They call me ‘alakowe’ or the gentleman, that’s what they call me to my face anyway, but when I’m not there they call me ‘were’ and ‘asinwin’. The old women hiss and sigh deeply “… and he’s someone’s child, mmm, were dun wo l’oja, ko se bi l’omo (literally: watching a madman in the market can be entertaining but it’s not entertaining to have a child who is stark, raving mad).”
The young women sigh and avert their eyes from my dangling member, they sigh over my tall physique, I can almost hear them sighing
“What a bloody waste!” and I smile and I laugh and laugh
The pity me, you can see it in their stance, the look in their eyes, they pity me … they look at my dirty and naked body, my filthy matted hair, my wild eyes, my yellowing teeth and shake their head. But I laugh, I look at them and laugh long and hard, I laugh my wildest and throatiest laughter because I am free… and they are not.

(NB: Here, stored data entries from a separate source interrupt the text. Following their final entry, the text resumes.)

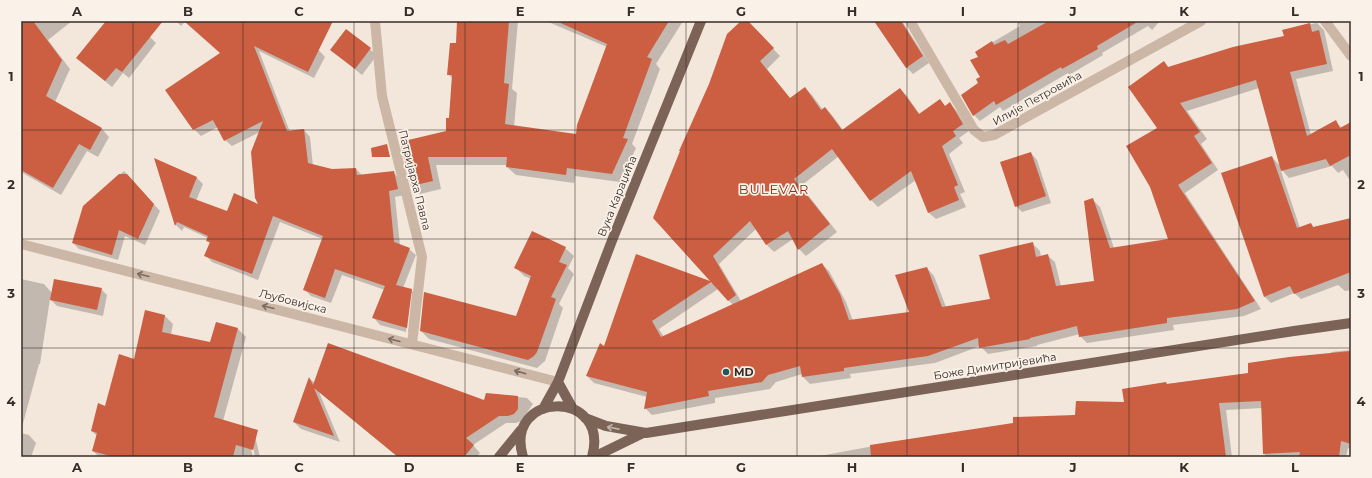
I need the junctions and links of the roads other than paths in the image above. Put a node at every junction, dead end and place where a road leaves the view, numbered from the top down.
1 (374, 21) edge
2 (701, 21) edge
3 (910, 21) edge
4 (1201, 21) edge
5 (1325, 21) edge
6 (1351, 56) edge
7 (21, 244) edge
8 (1351, 323) edge
9 (412, 344) junction
10 (558, 382) junction
11 (543, 408) junction
12 (573, 409) junction
13 (585, 418) junction
14 (524, 427) junction
15 (643, 433) junction
16 (500, 457) edge
17 (523, 457) edge
18 (593, 457) edge

1 - 9 street, Патријарха Павла
2 - 10 main road, Вука Караџића
3 - 4 street, Илије Петровића
5 - 6 street
9 -> 7 street, Љубовијска
8 - 15 main road, Боже Димитријевића
10 -> 9 street, Љубовијска
10 - 11 main road, Вука Караџића
10 - 12 main road
11 - 12 main road
11 - 14 main road
12 - 13 main road
15 -> 13 main road, Боже Димитријевића
13 - 18 main road
14 - 16 main road
14 - 17 main road
15 - 18 main road, Боже Димитријевића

Writing this diary is actually one of my whims, something I just decided to do, and I think it’s kind of interesting you know. Sometimes I just get a bee in my bonnet … actually, I permanently have a bee in my bonnet … and I laugh at my own jokes and laugh, and of course, they give me a wide berth which makes me laugh harder…
My getting this pen and book to write with happened quite by accident … there’s this Ibo boy who sells secondhand books.